[Work instruction]
Below are records; say how many of their lines include the word "Poplar", giving nothing but the number.

[Data for this task]

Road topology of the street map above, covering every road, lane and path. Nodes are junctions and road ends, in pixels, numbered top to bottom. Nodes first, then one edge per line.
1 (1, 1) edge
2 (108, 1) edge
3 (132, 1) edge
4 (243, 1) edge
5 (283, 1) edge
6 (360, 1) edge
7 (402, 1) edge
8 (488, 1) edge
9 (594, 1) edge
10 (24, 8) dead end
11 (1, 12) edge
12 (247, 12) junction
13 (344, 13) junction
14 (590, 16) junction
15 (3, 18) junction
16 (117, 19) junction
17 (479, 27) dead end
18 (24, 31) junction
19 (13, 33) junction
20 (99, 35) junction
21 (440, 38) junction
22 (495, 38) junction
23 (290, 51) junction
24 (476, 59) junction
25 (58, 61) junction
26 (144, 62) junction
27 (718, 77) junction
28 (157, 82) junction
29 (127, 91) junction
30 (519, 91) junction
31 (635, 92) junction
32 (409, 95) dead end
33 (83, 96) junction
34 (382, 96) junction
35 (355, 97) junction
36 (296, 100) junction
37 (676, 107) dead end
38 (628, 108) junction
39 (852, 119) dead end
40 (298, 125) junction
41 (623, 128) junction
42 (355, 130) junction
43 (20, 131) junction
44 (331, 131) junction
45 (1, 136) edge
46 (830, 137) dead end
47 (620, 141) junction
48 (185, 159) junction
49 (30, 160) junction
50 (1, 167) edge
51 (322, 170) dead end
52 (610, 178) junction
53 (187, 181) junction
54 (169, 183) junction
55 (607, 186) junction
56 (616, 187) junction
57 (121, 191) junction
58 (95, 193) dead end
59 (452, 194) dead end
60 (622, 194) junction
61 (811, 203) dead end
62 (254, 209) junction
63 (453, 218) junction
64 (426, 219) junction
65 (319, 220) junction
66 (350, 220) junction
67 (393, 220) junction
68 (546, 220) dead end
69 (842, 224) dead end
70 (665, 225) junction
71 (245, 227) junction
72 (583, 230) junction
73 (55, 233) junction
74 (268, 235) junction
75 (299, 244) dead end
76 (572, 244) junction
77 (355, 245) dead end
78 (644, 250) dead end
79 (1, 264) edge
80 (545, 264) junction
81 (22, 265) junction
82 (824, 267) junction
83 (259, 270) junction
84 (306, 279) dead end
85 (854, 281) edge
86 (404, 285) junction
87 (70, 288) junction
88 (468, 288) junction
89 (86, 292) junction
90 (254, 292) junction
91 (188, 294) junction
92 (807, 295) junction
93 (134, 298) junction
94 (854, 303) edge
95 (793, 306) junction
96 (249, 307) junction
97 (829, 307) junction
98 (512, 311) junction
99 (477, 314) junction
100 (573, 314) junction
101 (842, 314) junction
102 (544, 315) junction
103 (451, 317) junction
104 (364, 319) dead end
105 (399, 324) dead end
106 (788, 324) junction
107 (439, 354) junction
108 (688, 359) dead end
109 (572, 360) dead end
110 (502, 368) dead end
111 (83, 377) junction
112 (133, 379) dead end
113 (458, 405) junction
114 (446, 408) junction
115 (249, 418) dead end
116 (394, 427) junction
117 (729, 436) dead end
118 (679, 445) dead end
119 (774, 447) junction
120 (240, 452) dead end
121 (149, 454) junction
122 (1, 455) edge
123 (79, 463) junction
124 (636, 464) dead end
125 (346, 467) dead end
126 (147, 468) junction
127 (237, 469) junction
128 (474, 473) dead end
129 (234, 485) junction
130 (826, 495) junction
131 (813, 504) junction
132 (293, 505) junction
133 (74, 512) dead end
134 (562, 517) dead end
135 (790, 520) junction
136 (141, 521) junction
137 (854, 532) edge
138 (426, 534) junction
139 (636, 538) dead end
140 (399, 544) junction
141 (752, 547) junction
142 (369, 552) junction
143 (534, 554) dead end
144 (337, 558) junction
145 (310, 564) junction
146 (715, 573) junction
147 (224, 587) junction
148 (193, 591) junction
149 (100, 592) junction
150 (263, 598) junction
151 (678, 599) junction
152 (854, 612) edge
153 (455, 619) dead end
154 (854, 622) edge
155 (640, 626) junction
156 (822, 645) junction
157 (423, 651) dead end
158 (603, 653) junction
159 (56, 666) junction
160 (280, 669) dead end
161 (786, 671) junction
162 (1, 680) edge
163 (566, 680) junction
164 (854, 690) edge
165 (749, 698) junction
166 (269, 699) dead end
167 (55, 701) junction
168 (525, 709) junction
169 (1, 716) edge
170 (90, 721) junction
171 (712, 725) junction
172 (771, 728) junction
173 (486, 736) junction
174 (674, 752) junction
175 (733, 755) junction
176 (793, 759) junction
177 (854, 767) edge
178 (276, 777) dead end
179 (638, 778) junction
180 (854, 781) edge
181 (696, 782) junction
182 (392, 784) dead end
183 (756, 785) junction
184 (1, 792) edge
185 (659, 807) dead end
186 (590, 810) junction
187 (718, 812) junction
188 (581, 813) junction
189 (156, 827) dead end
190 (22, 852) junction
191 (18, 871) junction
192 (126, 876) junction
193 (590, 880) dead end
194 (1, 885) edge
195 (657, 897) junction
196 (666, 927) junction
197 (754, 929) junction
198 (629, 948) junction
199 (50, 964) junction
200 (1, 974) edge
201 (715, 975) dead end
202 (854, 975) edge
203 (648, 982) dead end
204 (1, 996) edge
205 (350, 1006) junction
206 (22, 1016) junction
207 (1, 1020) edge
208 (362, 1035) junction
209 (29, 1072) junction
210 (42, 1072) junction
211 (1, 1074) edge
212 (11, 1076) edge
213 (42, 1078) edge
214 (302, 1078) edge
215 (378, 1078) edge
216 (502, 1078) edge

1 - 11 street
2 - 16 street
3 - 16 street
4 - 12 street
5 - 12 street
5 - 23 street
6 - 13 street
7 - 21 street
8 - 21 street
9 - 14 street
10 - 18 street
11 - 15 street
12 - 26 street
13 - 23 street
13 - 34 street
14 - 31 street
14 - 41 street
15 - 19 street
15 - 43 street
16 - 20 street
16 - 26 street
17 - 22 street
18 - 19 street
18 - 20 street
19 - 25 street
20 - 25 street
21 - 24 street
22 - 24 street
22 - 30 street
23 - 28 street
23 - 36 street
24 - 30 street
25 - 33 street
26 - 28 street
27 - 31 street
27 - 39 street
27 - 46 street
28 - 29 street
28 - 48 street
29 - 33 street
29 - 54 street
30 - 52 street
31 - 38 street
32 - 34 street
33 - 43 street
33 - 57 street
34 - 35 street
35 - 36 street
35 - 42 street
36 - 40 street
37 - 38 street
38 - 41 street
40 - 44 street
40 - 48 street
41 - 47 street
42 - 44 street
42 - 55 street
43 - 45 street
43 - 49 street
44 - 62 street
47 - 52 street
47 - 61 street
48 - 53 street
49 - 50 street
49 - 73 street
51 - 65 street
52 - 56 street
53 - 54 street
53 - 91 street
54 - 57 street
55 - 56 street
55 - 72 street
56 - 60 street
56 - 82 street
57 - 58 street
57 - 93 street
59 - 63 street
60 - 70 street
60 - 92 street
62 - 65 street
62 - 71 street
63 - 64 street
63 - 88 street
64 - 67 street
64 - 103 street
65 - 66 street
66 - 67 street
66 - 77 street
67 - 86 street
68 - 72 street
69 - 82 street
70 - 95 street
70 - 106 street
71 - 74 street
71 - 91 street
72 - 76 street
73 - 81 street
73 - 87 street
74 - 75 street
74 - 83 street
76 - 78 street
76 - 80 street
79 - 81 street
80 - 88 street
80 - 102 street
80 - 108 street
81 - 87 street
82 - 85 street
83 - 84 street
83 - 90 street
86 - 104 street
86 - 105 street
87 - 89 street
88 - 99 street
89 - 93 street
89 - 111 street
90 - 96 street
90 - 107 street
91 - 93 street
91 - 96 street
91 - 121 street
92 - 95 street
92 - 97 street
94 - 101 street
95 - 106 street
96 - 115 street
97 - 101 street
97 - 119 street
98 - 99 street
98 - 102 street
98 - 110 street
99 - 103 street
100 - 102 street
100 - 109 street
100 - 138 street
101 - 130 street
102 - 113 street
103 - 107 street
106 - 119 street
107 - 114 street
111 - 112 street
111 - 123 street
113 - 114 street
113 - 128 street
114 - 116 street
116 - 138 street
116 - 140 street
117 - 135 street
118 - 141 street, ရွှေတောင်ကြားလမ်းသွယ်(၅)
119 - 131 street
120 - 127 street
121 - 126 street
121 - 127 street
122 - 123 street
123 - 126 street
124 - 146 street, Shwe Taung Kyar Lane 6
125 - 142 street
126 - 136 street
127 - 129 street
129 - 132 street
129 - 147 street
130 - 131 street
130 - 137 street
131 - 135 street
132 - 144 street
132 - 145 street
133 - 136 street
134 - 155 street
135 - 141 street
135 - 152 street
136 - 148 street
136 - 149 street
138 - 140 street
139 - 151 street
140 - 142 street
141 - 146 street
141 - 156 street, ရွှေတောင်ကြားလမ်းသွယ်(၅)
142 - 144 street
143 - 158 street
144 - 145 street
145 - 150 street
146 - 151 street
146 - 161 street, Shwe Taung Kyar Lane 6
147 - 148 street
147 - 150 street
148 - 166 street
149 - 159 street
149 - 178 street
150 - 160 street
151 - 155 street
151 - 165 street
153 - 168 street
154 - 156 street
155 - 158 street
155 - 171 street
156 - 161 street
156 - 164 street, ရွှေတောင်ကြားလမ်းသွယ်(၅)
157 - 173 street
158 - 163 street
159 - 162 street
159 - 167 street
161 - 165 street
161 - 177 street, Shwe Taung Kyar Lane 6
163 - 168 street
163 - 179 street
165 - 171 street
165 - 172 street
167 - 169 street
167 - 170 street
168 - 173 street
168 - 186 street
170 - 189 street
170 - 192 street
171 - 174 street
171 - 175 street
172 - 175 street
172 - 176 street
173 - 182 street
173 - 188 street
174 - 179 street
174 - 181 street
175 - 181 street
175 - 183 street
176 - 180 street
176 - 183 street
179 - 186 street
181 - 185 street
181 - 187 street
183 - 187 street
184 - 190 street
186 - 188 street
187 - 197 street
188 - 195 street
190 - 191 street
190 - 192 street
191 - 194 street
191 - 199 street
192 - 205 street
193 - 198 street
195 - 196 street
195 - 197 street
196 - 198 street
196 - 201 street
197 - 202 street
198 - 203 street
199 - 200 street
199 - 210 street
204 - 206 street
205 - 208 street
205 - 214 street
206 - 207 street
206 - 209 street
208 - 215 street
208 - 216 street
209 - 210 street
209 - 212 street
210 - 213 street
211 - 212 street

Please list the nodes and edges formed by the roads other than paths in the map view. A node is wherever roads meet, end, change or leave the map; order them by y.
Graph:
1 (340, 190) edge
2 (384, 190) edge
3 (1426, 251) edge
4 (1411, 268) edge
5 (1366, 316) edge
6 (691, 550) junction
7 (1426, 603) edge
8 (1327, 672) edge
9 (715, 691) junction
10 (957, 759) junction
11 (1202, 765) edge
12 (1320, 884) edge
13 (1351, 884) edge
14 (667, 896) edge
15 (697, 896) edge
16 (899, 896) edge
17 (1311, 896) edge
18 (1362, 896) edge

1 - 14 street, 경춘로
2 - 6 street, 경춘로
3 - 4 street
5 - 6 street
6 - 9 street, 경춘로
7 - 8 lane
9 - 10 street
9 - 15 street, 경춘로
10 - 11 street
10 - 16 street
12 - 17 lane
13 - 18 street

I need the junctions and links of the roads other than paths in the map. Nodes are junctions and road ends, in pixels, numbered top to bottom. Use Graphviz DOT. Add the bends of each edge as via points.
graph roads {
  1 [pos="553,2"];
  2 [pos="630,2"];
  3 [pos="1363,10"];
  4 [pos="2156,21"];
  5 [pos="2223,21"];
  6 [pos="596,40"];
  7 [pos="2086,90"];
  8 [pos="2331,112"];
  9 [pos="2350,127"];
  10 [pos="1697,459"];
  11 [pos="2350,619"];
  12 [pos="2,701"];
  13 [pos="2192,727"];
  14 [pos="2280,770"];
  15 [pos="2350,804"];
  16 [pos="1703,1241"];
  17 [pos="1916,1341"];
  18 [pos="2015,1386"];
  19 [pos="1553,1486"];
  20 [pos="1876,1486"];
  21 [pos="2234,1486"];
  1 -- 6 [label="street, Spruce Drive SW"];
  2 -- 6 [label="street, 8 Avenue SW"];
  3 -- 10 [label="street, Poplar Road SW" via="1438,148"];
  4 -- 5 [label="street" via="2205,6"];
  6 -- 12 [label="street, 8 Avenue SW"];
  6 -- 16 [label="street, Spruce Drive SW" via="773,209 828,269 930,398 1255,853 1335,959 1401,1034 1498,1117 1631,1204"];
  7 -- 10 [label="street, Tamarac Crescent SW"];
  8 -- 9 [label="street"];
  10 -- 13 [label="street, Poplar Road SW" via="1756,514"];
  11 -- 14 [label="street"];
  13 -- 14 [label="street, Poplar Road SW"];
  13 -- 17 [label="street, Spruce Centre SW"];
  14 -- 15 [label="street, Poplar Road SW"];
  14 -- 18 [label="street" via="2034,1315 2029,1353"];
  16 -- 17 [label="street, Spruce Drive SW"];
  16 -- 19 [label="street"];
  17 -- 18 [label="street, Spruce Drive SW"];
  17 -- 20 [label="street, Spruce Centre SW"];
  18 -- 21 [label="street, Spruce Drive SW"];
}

[Exercise response]
4